Les inégalités cantonales dans l’ajustement des valeurs locatives

En Suisse, la valeur locative est un revenu fictif utilisé pour déterminer les impôts des propriétaires. Elle correspond au montant qu’un propriétaire pourrait théoriquement obtenir s’il louait son bien. Toutefois, cette valeur n’a pas suivi l’évolution des prix du marché, notamment dans de nombreux cantons suisses. En effet, selon les recherches de la RTS, dans la majorité des cantons de Suisse romande, seule la région de Vaud et Genève procèdent chaque année à l’ajustement de la valeur locative en fonction des prix du marché. En revanche, d’autres cantons n’ont pas révisé ces montants depuis plus de dix ans, ce qui entraîne une sous-estimation systématique des biens immobiliers.

Les conséquences sont évidentes : lorsque la valeur locative reste inchangée alors que les prix de l’immobilier augmentent de manière significative, les propriétaires continuent de payer moins d’impôts. Cela constitue une perte importante pour les collectivités publiques, qui ne perçoivent pas l’impôt foncier correspondant à la véritable valeur du marché immobilier. Le Tribunal fédéral exige que les valeurs locatives atteignent au moins 60% des prix du marché de la location, mais cet objectif n’est pas toujours respecté. Selon l’Office de la statistique, les prix des loyers ont augmenté en moyenne de 30% au cours des huit dernières années, créant ainsi un écart considérable entre la valeur locative et les prix réels.

Certains cantons, lorsqu’ils révisent ces valeurs, constatent des augmentations substantielles.
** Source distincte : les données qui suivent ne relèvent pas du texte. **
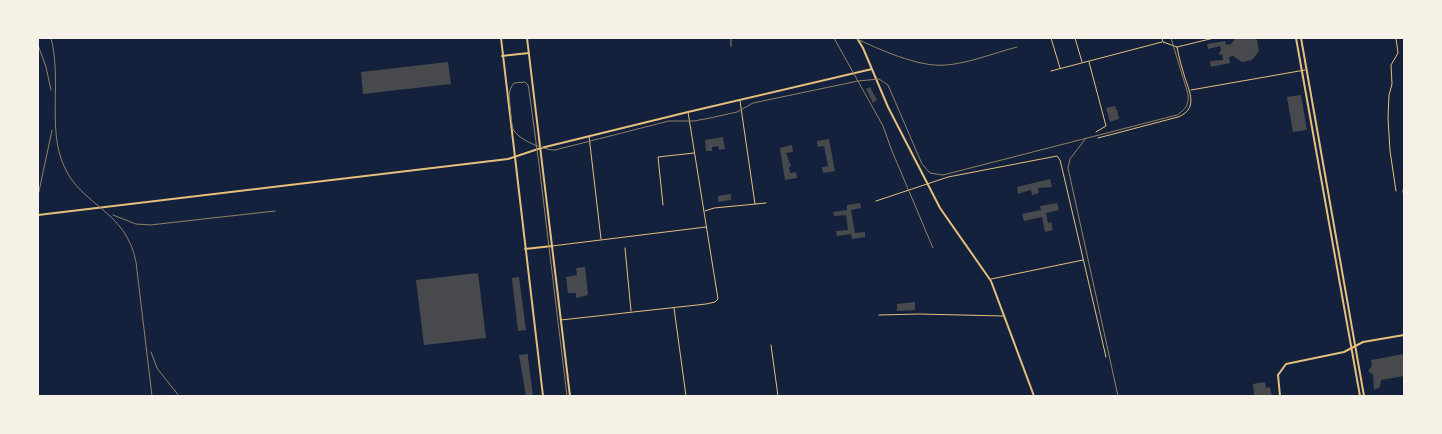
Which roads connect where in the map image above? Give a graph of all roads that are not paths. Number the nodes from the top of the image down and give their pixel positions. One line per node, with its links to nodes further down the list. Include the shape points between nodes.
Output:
1 (501, 38): 14 (main road)
2 (527, 38): 13 (main road)
3 (857, 38): 17 (main road)
4 (1051, 38): 18 (street)
5 (1076, 38): 16 (street)
6 (1162, 38): 11 (street)
7 (1214, 38): 12 (street)
8 (1296, 38): 21 (main road)
9 (1301, 38): 19 (main road)
10 (1396, 38): 33 (street, via 1398,53 1391,65 1388,118)
11 (1163, 42): 12 (street); 15 (street)
12 (1177, 47): 22 (street)
13 (529, 53): 14 (main road); 28 (main road)
14 (502, 56): 30 (main road)
15 (1089, 61): 16 (street); 25 (street, via 1106,126)
16 (1082, 63): 18 (street)
17 (872, 69): 23 (main road); 31 (main road)
18 (1060, 69): 20 (street)
19 (1307, 70): 21 (street); 55 (main road)
20 (1051, 71)
21 (1302, 71): 22 (street); 56 (main road)
22 (1190, 90): 27 (street, via 1190,107 1183,115)
23 (740, 100): 24 (main road); 37 (street)
24 (688, 112): 26 (main road); 29 (street)
25 (1096, 132)
26 (589, 136): 28 (main road); 42 (street)
27 (1098, 138)
28 (541, 148): 30 (main road); 43 (main road)
29 (695, 153): 38 (street, via 658,157); 39 (street)
30 (514, 158): 40 (main road); 45 (main road)
31 (927, 184): 35 (street); 46 (street, via 1057,156); 47 (main road, via 951,226)
32 (1403, 190): 34 (street)
33 (1396, 191)
34 (1404, 198)
35 (876, 201)
36 (766, 202): 37 (street)
37 (755, 204): 39 (street)
38 (663, 205)
39 (704, 211): 41 (street)
40 (38, 215)
41 (707, 227): 42 (street); 48 (street, via 718,296 715,302)
42 (602, 240): 43 (street)
43 (552, 246): 45 (main road); 52 (main road)
44 (625, 248): 49 (street)
45 (525, 249): 58 (main road)
46 (1083, 260): 47 (street); 57 (street)
47 (990, 280): 51 (main road)
48 (674, 307): 49 (street); 60 (street)
49 (631, 312): 52 (street)
50 (879, 315): 51 (street)
51 (1004, 316): 62 (main road)
52 (561, 320): 59 (main road)
53 (1404, 335): 55 (main road, via 1362,342)
54 (771, 344): 61 (street)
55 (1356, 346): 56 (main road); 65 (main road)
56 (1351, 348): 63 (main road, via 1290,362 1282,367 1278,377); 64 (main road)
57 (1106, 357)
58 (543, 396)
59 (570, 396)
60 (686, 396)
61 (778, 396)
62 (1034, 396)
63 (1280, 396)
64 (1360, 396)
65 (1364, 396)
Par exemple, Fribourg a vu une hausse de 30 % lors de sa révision, et dans les zones les plus prisées de Berne, les valeurs locatives ont même doublé. Cela a des conséquences directes sur les déclarations fiscales : des appartements qui étaient imposés à 10 000 francs ont vu leur valeur locative augmenter à 20 000 francs. De telles révisions permettent aux collectivités d’encaisser davantage de recettes fiscales, une source de financement pour les budgets cantonaux.

Les obstacles politiques à une révision régulière des valeurs locatives

Malgré ces avantages fiscaux, la révision des valeurs locatives reste un sujet sensible dans de nombreux cantons. Les autorités, qu’elles soient cantonales ou communales, hésitent à ajuster ces valeurs de peur de se mettre à dos les propriétaires. En effet, la révision de la valeur locative peut entraîner des contestations et des réclamations de la part des contribuables. De plus, cet ajustement est souvent perçu comme une hausse d’impôts, ce qui peut nuire à l’image politique des responsables locaux. Dans des régions comme le Valais, cette réticence à procéder à des révisions est d’autant plus marquée, car les autorités privilégient une politique qui favorise l’accession à la propriété plutôt que d’augmenter les taxes.

À Neuchâtel, la dernière révision des valeurs locatives remonte à 1995, une époque où les prix de l’immobilier étaient bien plus bas qu’aujourd’hui. Youssef Wahid, le chef du service cantonal des contributions, explique que cette absence de réévaluation n’implique pas nécessairement que les valeurs locatives sont trop basses. Selon lui, la valeur locative dépend de plusieurs facteurs, tels que les taux d’intérêts, qui étaient plus élevés en 1995, ainsi que l’état de vétusté des logements. Dans de nombreux cas, la valeur locative actuelle peut encore être appropriée, même si elle ne correspond pas aux prix du marché.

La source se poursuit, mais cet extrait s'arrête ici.